Agency veteran Kenneth Lench, chief of the 40-person unit, said the agency is looking to examine exotic financial products that might be used to deceive or defraud ordinary investors. The investors allegedly defrauded by Goldman were Scottish and German banks.
"While the Goldman case -- which is the first case out of the unit -- involved larger institutional victims, we also are looking at products that are marketed and sold to retail or less sophisticated investors," Lench said in an interview Friday. "We are looking forward, looking around the corner for what's next. We assign small teams of people to do a deep dive into a new product that hasn't been around all that long."
Historically, the SEC has launched probes based on a specific tip about wrongdoing at a company or when a whistleblower comes forward. The Structured and New Products Unit will sometimes be more aggressive, scanning the marketplace for securities that seem unduly risky for investors, then examining those products and the companies that might be trading them.
For example, the group could target securities that have been touted by financial firms as ultra-safe for investors who have been burned by the ups and downs of financial markets.
A few months ago, when the SEC filed its suit against Goldman, it would have been hard to anticipate that the unit would obtain a settlement so soon and be free to focus on other cases. The Wall Street bank at first slammed the SEC and said it had done nothing wrong.

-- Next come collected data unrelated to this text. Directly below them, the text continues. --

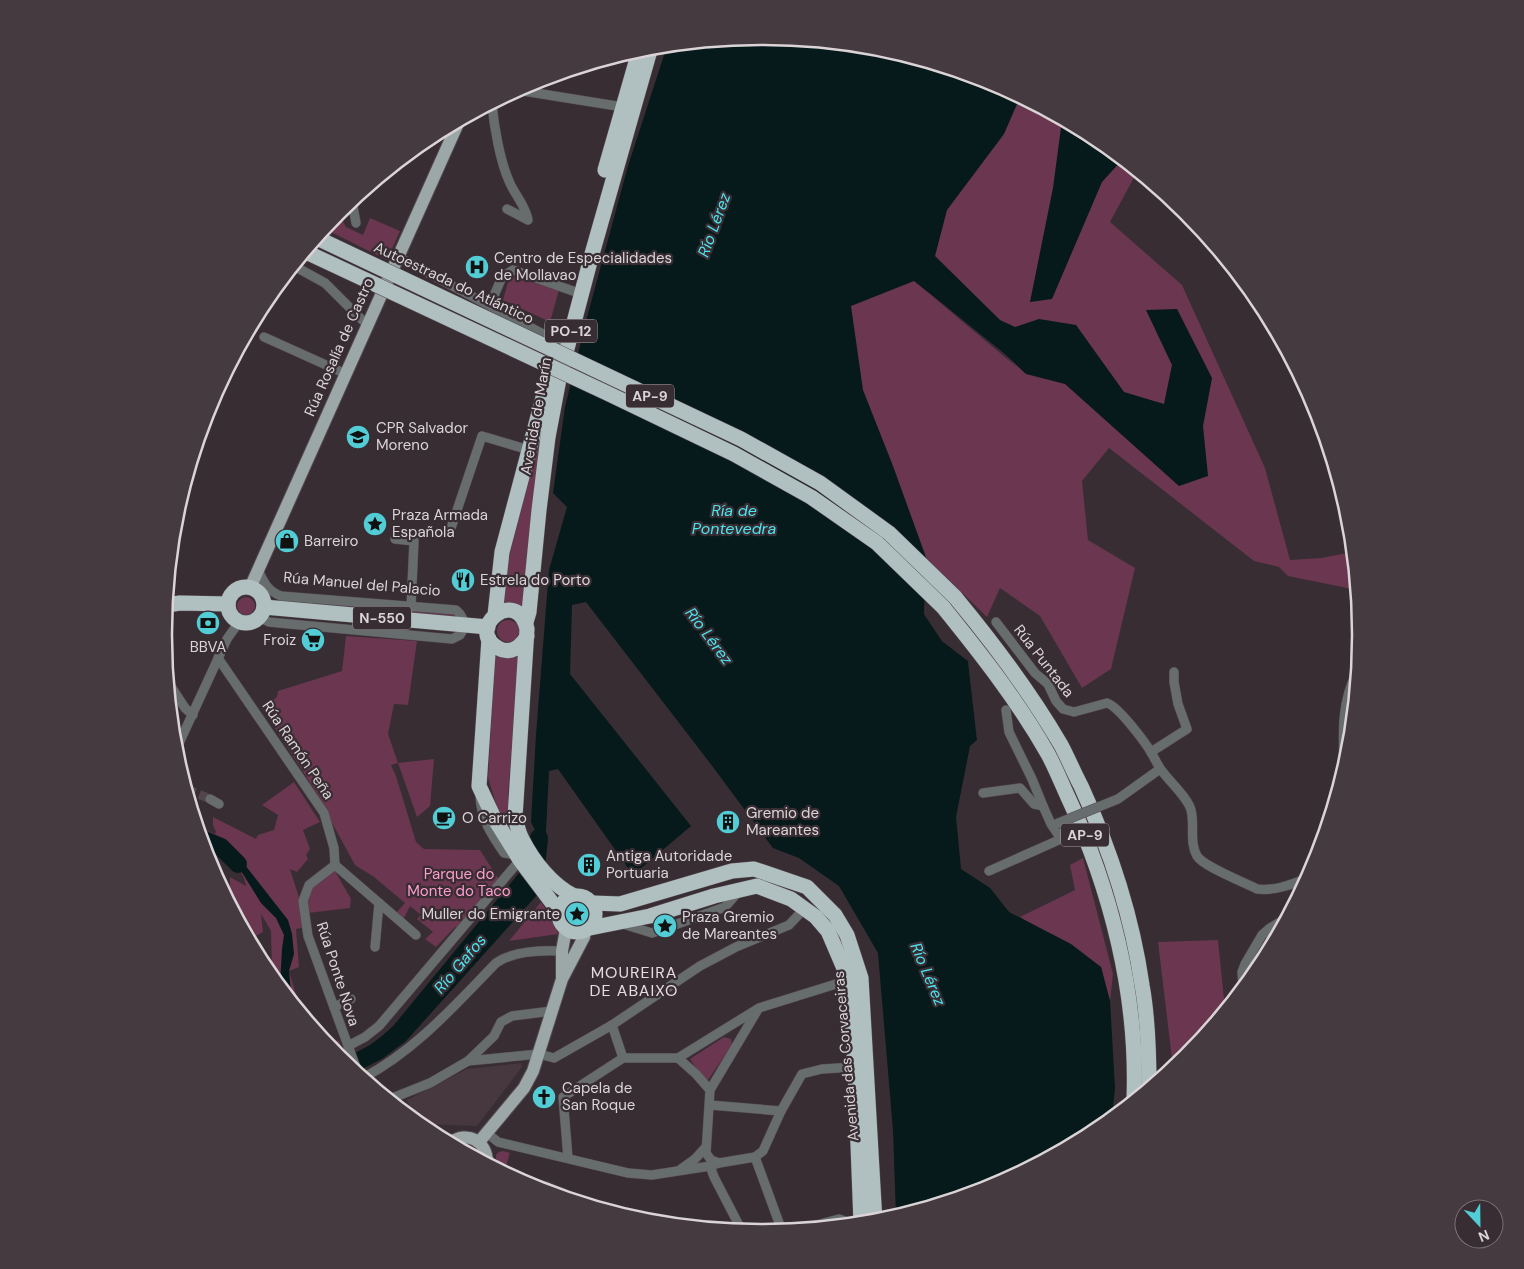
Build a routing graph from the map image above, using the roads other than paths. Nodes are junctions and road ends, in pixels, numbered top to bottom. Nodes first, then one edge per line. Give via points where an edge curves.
1 (649, 56) edge
2 (636, 58) edge
3 (531, 92) edge
4 (622, 107) junction
5 (493, 110) edge
6 (454, 132) edge
7 (507, 209) dead end
8 (354, 210) edge
9 (356, 223) dead end
10 (324, 241) edge
11 (312, 255) edge
12 (398, 257) junction
13 (300, 269) edge
14 (572, 291) junction
15 (490, 305) junction
16 (368, 324) junction
17 (264, 337) dead end
18 (558, 342) junction
19 (346, 374) junction
20 (529, 450) junction
21 (451, 528) dead end
22 (395, 539) dead end
23 (258, 570) junction
24 (250, 588) junction
25 (310, 598) junction
26 (228, 604) junction
27 (174, 605) edge
28 (411, 606) junction
29 (297, 610) junction
30 (262, 612) junction
31 (238, 622) junction
32 (996, 622) dead end
33 (466, 625) junction
34 (490, 627) junction
35 (526, 629) junction
36 (218, 658) junction
37 (1174, 672) dead end
38 (176, 695) edge
39 (1348, 695) edge
40 (1006, 710) dead end
41 (193, 715) junction
42 (1342, 735) edge
43 (182, 738) edge
44 (1151, 752) junction
45 (1160, 769) junction
46 (983, 793) dead end
47 (210, 800) tunnel mouth
48 (219, 804) dead end
49 (1042, 806) junction
50 (1053, 824) junction
51 (523, 858) junction
52 (335, 865) junction
53 (989, 871) dead end
54 (541, 877) junction
55 (1297, 882) edge
56 (574, 896) junction
57 (379, 903) junction
58 (592, 903) junction
59 (804, 909) junction
60 (559, 912) junction
61 (1130, 923) junction
62 (1275, 925) edge
63 (566, 929) junction
64 (588, 929) junction
65 (416, 935) dead end
66 (374, 947) dead end
67 (562, 951) junction
68 (1242, 976) edge
69 (562, 980) junction
70 (849, 980) junction
71 (351, 999) dead end
72 (334, 1006) junction
73 (759, 1008) junction
74 (552, 1011) junction
75 (612, 1025) junction
76 (726, 1028) junction
77 (739, 1043) junction
78 (348, 1048) junction
79 (539, 1054) junction
80 (352, 1058) edge
81 (624, 1058) junction
82 (678, 1058) junction
83 (468, 1062) junction
84 (855, 1067) junction
85 (1159, 1070) edge
86 (369, 1075) edge
87 (1150, 1079) edge
88 (710, 1090) junction
89 (1134, 1092) edge
90 (396, 1097) edge
91 (710, 1105) junction
92 (781, 1112) junction
93 (456, 1138) edge
94 (483, 1138) junction
95 (706, 1147) junction
96 (486, 1155) edge
97 (755, 1157) junction
98 (568, 1158) junction
99 (714, 1165) junction
100 (679, 1170) junction
101 (874, 1213) edge
102 (861, 1216) edge
103 (738, 1223) edge
104 (779, 1224) edge

1 - 35 highway, Avenida de Marín / PO-12 via 559,379 547,446
2 - 4 highway, Avenida de Marín / PO-12
3 - 4 street
4 - 14 highway, Avenida de Marín / PO-12
5 - 7 street via 509,182 528,220
6 - 12 main road, Rúa Rosalía de Castro
8 - 9 street
10 - 61 highway, Autoestrada do Atlántico / AP-9, bridge via 742,439 811,478 888,533 955,597 985,633 1062,746 1098,824
11 - 89 highway, AP-9, bridge via 607,392 734,454 812,497 877,544 942,607 1009,691 1048,756 1083,830 1115,927 1127,988
12 - 15 street
12 - 16 main road, Rúa Rosalía de Castro
13 - 16 street via 325,283
14 - 15 street via 513,270 502,277
14 - 18 highway, Avenida de Marín / PO-12
15 - 18 street
16 - 19 main road, Rúa Rosalía de Castro
17 - 19 street
18 - 20 highway, Avenida de Marín / PO-12
19 - 23 main road, Rúa Rosalía de Castro
20 - 21 street via 482,436
20 - 34 highway, Avenida de Marín / PO-12 via 502,552
22 - 28 street via 414,541
23 - 24 main road, Rúa Rosalía de Castro
23 - 25 street, Rúa Manuel del Palacio via 272,592 281,596
24 - 26 highway via 235,590
24 - 30 highway via 262,597
25 - 28 street, Rúa Manuel del Palacio
25 - 29 street
26 - 27 highway
26 - 31 highway via 230,614
28 - 33 street, Rúa Manuel del Palacio via 456,610
29 - 30 highway, N-550
29 - 33 highway, N-550
30 - 31 highway via 250,623
30 - 33 street, N-550 via 269,622 452,639 460,635
31 - 36 street
32 - 44 street, Rúa Puntada via 1035,673 1048,684 1063,709 1074,712 1110,704
33 - 34 highway, N-550
34 - 35 highway via 500,612 512,611 522,617
34 - 35 highway via 497,647 508,650 519,646
34 - 51 highway, Avenida de Marín via 479,786 494,818
35 - 51 highway, Avenida de Marín via 514,816
36 - 41 street
36 - 52 street, Rúa Ramón Peña via 324,813 334,848
37 - 44 street via 1178,704 1187,729
38 - 41 street
39 - 42 street
40 - 49 street via 1009,732
41 - 43 street
44 - 45 street, Rúa Puntada
45 - 50 street, bridge via 1118,799
45 - 55 street, Rúa Puntada via 1191,810 1194,845 1197,856 1205,864 1257,889 1276,889
46 - 49 street via 1020,788 1034,804
47 - 48 street
49 - 50 street
50 - 53 street via 1062,839
51 - 54 highway, Avenida de Marín
51 - 78 street via 379,1026
52 - 57 street
52 - 72 street, Rúa Ponte Nova via 309,885 303,901 308,936
54 - 56 highway, Avenida de Marín
54 - 60 highway, Avenida de Marín
56 - 58 highway via 584,897
56 - 60 highway via 564,902
57 - 65 street
57 - 66 street
58 - 64 highway via 595,918
58 - 101 highway, Avenida das Corvaceiras via 620,904 732,871 754,869 807,887 836,915 860,978
59 - 64 highway, Avenida das Corvaceiras via 791,899 757,886 650,916
59 - 70 highway, Avenida das Corvaceiras via 828,931
59 - 75 street via 789,925 700,966
60 - 63 highway via 560,922
61 - 85 highway, AP-9 via 1144,952
61 - 87 highway, Autoestrada do Atlántico / AP-9 via 1143,986
62 - 68 street via 1262,935 1245,964
63 - 64 highway via 575,933
63 - 67 main road
64 - 69 main road
67 - 69 main road
67 - 86 street via 504,957 421,1039
69 - 74 main road
70 - 73 street
70 - 84 highway, Avenida das Corvaceiras
71 - 72 street
72 - 78 street, Rúa Ponte Nova
73 - 76 street
73 - 77 street
74 - 79 main road
74 - 83 street via 506,1019
75 - 79 street via 554,1058
75 - 81 street
76 - 77 street via 733,1030
76 - 82 street
77 - 88 street
78 - 80 street, Rúa Ponte Nova
79 - 83 street
79 - 94 main road via 524,1088
81 - 82 street
81 - 98 street via 563,1097
82 - 88 street
83 - 90 street
84 - 92 street via 802,1074
84 - 102 highway, Avenida das Corvaceiras
88 - 91 street
91 - 92 street
91 - 95 street
92 - 97 street via 763,1152
93 - 94 main road
94 - 96 main road
94 - 98 street
95 - 99 street
95 - 100 street
97 - 99 street
97 - 104 street
98 - 100 street via 628,1173 652,1175
99 - 100 street
99 - 103 street via 714,1177

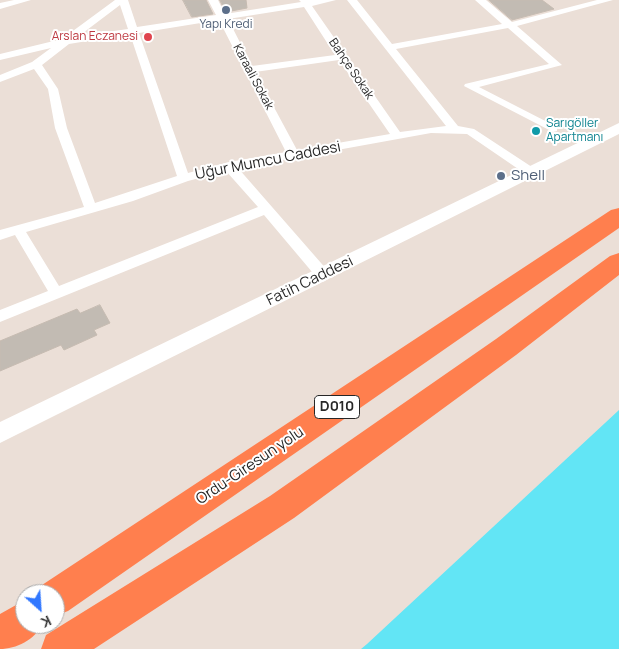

Sources close to the case said that about a month after the SEC filed its fraud suit, however, Goldman changed its attitude and began to seem much more serious about considering a settlement.
At the time, Goldman was facing a new Justice Department criminal probe and harsh questions from Congress about its conduct. Televised hearings put senior Goldman executives, including chief executive Lloyd Blankfein, through the gantlet. The SEC case wiped billions of dollars off the firm's market value.
A source familiar with Goldman's deliberations who spoke on the condition of anonymity to describe an internal matter said the bank determined it was important to put the SEC case behind it and preserve its reputation, despite the costs involved.
On Friday, Goldman's stock closed up 95 cents, or 0.7 percent, after rising several dollars in morning trading on the news of the settlement. The gains came despite a broad market sell-off that weighed on financial shares.
To win the settlement, the Structured Products unit not only had to reach an agreement with Goldman but also had to convince the agency's five commissioners. Just as they had when the SEC filed the lawsuit against Goldman, the two Republican commissioners voted against the settlement, according to a source familiar with the vote who spoke on the condition of anonymity because the proceeding was not public. But SEC Chairman Mary Schapiro and the two Democratic commissioners voted for it.
The SEC team moved on two fronts in recent months, building a court case against Goldman while negotiating with the firm over a settlement. The agency wanted Goldman to pay more than a fine. It wanted the bank to admit some sort of guilt and to undertake remedial actions. Such prescriptive settlements are being embraced by the SEC more commonly than in the past. The agency required a series of changes to how Bank of America runs its business in a settlement earlier this year.
SEC officials said they expect both Goldman's statement of regret and the remedial actions to serve as a template for future settlements. The SEC has long faced criticism that its settlements allow firms to pay a fine but avoid any sort of culpability.
Under the settlement, Goldman must review the role and responsibilities of company lawyers and compliance executives in the preparation of marketing materials for mortgage securities. Goldman employees in the mortgage business must receive additional education and training. Those changes put more pressure on Goldman to increase the vetting of disclosures that accompany products the bank sells to clients.
The deal let both the SEC and Goldman claim a share of victory.
The SEC was able to secure its largest penalty ever against a financial firm, make Goldman acknowledge it had made mistakes and strike at an issue at the heart of the financial crisis.
For Goldman, the company was able to put the matter behind it, pay a fine that won't make a big dent in its bottom line and avoid officially admitting wrongdoing.